This is the story of a woman, raised as an atheist, who wandered into an Episcopal church one day, received communion and "discovered a religion rooted in the most ordinary yet subversive practice: a dinner table where everyone is welcome, where the despised and outcasts are honored." p. xii
This is the story of one woman who answered a call to feed people - especially those at the margins of our society, by starting more than a dozen food pantries in the poorest parts of San Francisco. There is a paragraph from page 95 that describes the quotations found on the altar at St. Gregory's. "The first, in Greek, from the gospel of Luke, recorded an insult to Jesus: 'This guy welcomes sinners and eats with them.' On the other side of the altar were the words of the seventh-century mystic Isaac of Nineveh: 'Did not our Lord share his table with tax collectors and harlots? So do not distinguish between worthy and unworthy. All must be equal for you to love and serve.' "
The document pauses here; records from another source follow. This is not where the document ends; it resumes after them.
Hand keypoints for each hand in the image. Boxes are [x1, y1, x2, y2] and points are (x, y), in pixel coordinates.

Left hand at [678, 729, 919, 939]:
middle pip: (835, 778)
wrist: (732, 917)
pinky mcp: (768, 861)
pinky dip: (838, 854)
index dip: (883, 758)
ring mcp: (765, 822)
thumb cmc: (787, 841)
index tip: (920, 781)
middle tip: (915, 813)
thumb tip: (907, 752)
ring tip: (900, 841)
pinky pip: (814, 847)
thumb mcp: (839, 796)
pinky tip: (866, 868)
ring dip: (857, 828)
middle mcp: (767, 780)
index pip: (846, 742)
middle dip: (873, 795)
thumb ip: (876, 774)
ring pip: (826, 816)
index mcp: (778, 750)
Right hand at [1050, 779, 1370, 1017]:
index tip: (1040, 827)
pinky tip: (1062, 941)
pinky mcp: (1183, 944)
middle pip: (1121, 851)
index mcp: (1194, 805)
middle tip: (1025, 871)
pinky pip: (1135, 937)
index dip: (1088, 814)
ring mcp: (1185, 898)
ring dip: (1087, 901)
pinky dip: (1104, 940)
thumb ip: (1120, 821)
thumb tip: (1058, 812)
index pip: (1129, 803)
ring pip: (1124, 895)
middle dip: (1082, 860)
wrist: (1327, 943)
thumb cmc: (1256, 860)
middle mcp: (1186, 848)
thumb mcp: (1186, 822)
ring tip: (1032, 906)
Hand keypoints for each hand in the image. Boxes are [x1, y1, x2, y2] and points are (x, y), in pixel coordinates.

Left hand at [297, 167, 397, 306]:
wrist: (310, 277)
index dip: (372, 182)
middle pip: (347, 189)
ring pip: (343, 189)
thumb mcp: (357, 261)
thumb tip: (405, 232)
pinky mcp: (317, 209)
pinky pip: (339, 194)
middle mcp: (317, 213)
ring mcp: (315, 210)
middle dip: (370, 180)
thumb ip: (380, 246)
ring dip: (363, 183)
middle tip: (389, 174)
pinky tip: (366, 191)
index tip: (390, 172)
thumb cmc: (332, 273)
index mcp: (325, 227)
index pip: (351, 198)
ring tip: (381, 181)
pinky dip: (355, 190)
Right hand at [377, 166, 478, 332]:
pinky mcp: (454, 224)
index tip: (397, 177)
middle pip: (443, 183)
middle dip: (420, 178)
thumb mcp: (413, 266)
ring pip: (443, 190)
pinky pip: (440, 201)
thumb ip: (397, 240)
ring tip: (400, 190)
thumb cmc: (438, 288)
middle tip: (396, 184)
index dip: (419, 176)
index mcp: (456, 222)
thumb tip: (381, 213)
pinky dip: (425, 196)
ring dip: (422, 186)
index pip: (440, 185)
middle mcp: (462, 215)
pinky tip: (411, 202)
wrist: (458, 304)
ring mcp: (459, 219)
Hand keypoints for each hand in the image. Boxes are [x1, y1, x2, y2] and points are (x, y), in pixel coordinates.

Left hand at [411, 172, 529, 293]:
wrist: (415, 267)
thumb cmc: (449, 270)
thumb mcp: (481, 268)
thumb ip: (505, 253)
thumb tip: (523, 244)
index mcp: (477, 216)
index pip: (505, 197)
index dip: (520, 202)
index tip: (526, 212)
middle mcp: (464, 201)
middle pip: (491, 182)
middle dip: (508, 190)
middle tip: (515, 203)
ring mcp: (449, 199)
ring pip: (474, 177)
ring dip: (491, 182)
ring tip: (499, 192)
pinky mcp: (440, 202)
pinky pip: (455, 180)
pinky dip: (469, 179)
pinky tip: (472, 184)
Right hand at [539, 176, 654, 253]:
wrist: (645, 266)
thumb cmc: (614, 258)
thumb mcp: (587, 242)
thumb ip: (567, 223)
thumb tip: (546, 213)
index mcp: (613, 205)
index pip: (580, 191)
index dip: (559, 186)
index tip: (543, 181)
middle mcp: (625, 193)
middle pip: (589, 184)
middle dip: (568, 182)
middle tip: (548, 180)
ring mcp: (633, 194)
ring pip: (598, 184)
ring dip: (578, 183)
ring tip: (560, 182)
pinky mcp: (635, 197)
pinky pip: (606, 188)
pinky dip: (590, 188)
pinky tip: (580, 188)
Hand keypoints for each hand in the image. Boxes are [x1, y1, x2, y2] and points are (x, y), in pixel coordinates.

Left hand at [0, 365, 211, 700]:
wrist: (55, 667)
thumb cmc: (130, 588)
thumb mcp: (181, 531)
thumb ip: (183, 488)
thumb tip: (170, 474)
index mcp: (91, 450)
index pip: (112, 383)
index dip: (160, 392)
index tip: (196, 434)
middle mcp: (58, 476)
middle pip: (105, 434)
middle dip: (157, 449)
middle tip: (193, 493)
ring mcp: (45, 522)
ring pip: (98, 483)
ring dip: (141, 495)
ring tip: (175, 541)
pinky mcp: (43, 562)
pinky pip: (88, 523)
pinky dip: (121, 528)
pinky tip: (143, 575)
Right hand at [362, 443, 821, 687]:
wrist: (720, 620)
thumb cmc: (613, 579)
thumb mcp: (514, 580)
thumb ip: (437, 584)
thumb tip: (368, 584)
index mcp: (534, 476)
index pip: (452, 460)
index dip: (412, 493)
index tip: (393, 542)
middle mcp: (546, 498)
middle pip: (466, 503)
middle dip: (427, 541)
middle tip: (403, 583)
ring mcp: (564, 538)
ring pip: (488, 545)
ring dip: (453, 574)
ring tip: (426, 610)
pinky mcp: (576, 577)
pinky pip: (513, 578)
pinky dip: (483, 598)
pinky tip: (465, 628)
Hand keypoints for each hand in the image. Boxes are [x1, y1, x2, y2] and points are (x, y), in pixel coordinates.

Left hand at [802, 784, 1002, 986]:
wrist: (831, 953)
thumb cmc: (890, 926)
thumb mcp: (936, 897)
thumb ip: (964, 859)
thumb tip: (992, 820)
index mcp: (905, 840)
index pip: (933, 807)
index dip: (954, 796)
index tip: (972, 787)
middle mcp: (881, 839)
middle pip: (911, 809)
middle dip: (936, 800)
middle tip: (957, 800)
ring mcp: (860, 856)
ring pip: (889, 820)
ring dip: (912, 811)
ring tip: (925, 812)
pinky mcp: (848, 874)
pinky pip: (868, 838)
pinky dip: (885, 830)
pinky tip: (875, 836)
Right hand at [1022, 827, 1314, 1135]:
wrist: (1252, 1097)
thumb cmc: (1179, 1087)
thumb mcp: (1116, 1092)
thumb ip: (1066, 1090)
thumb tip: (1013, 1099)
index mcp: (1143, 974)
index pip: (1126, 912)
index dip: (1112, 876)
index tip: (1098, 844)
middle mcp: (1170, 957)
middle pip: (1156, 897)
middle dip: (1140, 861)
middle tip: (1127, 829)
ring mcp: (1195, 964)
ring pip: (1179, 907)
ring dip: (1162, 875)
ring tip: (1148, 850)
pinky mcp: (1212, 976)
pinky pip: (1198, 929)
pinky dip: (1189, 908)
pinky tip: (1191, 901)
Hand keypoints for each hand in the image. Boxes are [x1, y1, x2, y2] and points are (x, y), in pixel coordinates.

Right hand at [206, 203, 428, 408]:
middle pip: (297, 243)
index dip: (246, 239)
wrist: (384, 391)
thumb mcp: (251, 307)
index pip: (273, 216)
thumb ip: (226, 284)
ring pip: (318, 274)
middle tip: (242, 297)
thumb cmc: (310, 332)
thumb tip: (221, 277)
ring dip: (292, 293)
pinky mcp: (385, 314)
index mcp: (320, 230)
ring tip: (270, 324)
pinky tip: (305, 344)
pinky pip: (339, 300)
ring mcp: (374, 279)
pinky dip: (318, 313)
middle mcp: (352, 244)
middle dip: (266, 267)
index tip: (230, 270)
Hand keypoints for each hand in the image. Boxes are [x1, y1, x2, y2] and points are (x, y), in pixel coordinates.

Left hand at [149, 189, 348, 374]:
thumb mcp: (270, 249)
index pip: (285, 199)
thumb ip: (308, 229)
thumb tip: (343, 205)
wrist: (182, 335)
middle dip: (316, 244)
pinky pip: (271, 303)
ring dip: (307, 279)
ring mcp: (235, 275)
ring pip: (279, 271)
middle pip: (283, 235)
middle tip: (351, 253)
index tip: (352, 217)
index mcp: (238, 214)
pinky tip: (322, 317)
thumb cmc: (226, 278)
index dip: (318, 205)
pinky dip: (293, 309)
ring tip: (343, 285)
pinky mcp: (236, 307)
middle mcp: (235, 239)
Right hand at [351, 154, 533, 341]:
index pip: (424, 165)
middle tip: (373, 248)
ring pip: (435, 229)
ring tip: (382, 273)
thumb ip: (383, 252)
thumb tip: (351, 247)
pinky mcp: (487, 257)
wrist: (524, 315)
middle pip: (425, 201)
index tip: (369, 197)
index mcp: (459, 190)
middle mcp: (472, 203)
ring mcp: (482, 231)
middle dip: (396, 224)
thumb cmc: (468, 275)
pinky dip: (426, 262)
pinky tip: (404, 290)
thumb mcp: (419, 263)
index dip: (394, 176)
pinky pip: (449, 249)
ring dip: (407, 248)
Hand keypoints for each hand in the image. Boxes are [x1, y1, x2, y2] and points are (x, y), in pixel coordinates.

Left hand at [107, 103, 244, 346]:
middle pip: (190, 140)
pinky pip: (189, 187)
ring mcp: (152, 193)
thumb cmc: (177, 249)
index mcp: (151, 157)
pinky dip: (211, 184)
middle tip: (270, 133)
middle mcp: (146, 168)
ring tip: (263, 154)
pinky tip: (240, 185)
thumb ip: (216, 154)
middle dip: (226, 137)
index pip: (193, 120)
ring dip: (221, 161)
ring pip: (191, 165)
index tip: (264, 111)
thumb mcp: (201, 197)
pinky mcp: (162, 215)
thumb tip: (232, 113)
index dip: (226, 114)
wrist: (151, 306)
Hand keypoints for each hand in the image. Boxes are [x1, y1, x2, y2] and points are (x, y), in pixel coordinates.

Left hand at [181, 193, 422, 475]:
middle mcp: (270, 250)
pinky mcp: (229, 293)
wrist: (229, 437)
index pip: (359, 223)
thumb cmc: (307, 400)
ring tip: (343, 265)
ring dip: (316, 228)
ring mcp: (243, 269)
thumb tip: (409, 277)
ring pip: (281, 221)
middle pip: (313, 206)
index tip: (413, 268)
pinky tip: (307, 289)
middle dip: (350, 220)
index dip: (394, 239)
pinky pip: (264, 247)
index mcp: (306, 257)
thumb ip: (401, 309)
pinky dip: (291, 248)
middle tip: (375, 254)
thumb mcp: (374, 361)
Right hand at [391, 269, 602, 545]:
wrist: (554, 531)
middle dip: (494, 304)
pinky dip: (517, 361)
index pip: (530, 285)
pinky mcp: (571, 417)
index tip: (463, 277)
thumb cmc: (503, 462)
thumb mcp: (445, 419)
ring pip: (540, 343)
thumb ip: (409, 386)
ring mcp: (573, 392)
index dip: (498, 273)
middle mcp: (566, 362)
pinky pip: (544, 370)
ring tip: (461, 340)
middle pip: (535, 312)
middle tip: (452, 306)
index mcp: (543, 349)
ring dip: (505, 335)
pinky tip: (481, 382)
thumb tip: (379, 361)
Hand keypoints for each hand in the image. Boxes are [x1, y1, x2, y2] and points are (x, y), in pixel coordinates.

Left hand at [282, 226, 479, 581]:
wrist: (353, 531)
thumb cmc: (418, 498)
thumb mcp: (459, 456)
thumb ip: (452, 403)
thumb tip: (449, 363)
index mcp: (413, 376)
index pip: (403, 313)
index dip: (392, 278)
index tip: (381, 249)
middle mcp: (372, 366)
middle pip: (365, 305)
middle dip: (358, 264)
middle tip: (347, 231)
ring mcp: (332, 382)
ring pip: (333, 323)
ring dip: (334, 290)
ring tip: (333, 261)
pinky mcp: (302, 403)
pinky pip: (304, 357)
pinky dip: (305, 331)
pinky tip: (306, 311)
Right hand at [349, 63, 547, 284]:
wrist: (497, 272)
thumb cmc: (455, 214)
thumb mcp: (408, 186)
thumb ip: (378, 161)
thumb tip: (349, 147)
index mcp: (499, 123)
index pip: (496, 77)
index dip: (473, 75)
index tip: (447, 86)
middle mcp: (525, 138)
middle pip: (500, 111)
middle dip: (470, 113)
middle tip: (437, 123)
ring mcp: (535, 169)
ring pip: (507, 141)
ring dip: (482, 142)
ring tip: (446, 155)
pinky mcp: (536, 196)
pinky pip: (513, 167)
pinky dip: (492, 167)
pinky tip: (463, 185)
Oh to be this open, Lord! Oh to be this loving, Lord!
May the Spirit of the Living God lead us into new ways
of embracing our neighbors and all who we meet this day. Amen
3 comments:
I keep hearing about this book. I may have to look for it.
Maybe I should read that book after all. I wonder. . . .
I think if you go back a short way in the archives, there was a RevGals discussion on this one a few months back; it was the featured book of the month.